• _Exercise_:
The data is to be reproduced in full and without error.
Exercise data below:
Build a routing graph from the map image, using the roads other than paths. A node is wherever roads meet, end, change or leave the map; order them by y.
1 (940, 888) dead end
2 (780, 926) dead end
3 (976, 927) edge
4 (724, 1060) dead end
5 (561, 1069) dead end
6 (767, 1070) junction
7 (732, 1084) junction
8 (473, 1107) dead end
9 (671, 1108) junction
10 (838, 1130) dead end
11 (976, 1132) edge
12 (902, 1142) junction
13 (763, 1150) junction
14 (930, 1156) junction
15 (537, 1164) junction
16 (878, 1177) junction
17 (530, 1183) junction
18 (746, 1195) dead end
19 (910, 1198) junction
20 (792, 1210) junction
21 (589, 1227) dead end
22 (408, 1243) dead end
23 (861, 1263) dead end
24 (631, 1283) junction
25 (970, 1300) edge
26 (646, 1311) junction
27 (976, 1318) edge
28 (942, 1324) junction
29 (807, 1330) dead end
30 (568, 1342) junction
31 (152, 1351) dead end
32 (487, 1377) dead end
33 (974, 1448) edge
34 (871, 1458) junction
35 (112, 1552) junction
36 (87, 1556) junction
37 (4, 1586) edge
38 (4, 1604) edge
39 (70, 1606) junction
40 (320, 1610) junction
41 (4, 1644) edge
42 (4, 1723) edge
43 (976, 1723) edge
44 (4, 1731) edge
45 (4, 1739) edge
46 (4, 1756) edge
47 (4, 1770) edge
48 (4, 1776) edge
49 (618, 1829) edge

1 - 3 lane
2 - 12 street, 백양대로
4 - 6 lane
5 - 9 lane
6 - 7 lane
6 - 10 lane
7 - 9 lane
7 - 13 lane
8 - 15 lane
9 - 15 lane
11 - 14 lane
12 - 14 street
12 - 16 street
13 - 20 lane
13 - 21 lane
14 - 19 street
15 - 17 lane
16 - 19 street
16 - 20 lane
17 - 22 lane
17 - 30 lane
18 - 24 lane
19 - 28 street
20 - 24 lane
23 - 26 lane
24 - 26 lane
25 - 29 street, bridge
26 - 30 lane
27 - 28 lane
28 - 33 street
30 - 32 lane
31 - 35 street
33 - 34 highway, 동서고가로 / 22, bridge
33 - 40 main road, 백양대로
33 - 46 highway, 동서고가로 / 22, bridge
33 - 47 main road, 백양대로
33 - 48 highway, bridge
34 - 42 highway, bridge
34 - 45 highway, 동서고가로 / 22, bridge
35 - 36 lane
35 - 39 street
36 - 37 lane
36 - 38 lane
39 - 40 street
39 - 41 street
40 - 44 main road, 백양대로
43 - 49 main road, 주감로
End of Exercise data.
• _Output of the exercise_:
Build a routing graph from the map image, using the roads other than paths. A node is wherever roads meet, end, change or leave the map; order them by y.
1 (940, 888) dead end
2 (780, 926) dead end
3 (976, 927) edge
4 (724, 1060) dead end
5 (561, 1069) dead end
6 (767, 1070) junction
7 (732, 1084) junction
8 (473, 1107) dead end
9 (671, 1108) junction
10 (838, 1130) dead end
11 (976, 1132) edge
12 (902, 1142) junction
13 (763, 1150) junction
14 (930, 1156) junction
15 (537, 1164) junction
16 (878, 1177) junction
17 (530, 1183) junction
18 (746, 1195) dead end
19 (910, 1198) junction
20 (792, 1210) junction
21 (589, 1227) dead end
22 (408, 1243) dead end
23 (861, 1263) dead end
24 (631, 1283) junction
25 (970, 1300) edge
26 (646, 1311) junction
27 (976, 1318) edge
28 (942, 1324) junction
29 (807, 1330) dead end
30 (568, 1342) junction
31 (152, 1351) dead end
32 (487, 1377) dead end
33 (974, 1448) edge
34 (871, 1458) junction
35 (112, 1552) junction
36 (87, 1556) junction
37 (4, 1586) edge
38 (4, 1604) edge
39 (70, 1606) junction
40 (320, 1610) junction
41 (4, 1644) edge
42 (4, 1723) edge
43 (976, 1723) edge
44 (4, 1731) edge
45 (4, 1739) edge
46 (4, 1756) edge
47 (4, 1770) edge
48 (4, 1776) edge
49 (618, 1829) edge

1 - 3 lane
2 - 12 street, 백양대로
4 - 6 lane
5 - 9 lane
6 - 7 lane
6 - 10 lane
7 - 9 lane
7 - 13 lane
8 - 15 lane
9 - 15 lane
11 - 14 lane
12 - 14 street
12 - 16 street
13 - 20 lane
13 - 21 lane
14 - 19 street
15 - 17 lane
16 - 19 street
16 - 20 lane
17 - 22 lane
17 - 30 lane
18 - 24 lane
19 - 28 street
20 - 24 lane
23 - 26 lane
24 - 26 lane
25 - 29 street, bridge
26 - 30 lane
27 - 28 lane
28 - 33 street
30 - 32 lane
31 - 35 street
33 - 34 highway, 동서고가로 / 22, bridge
33 - 40 main road, 백양대로
33 - 46 highway, 동서고가로 / 22, bridge
33 - 47 main road, 백양대로
33 - 48 highway, bridge
34 - 42 highway, bridge
34 - 45 highway, 동서고가로 / 22, bridge
35 - 36 lane
35 - 39 street
36 - 37 lane
36 - 38 lane
39 - 40 street
39 - 41 street
40 - 44 main road, 백양대로
43 - 49 main road, 주감로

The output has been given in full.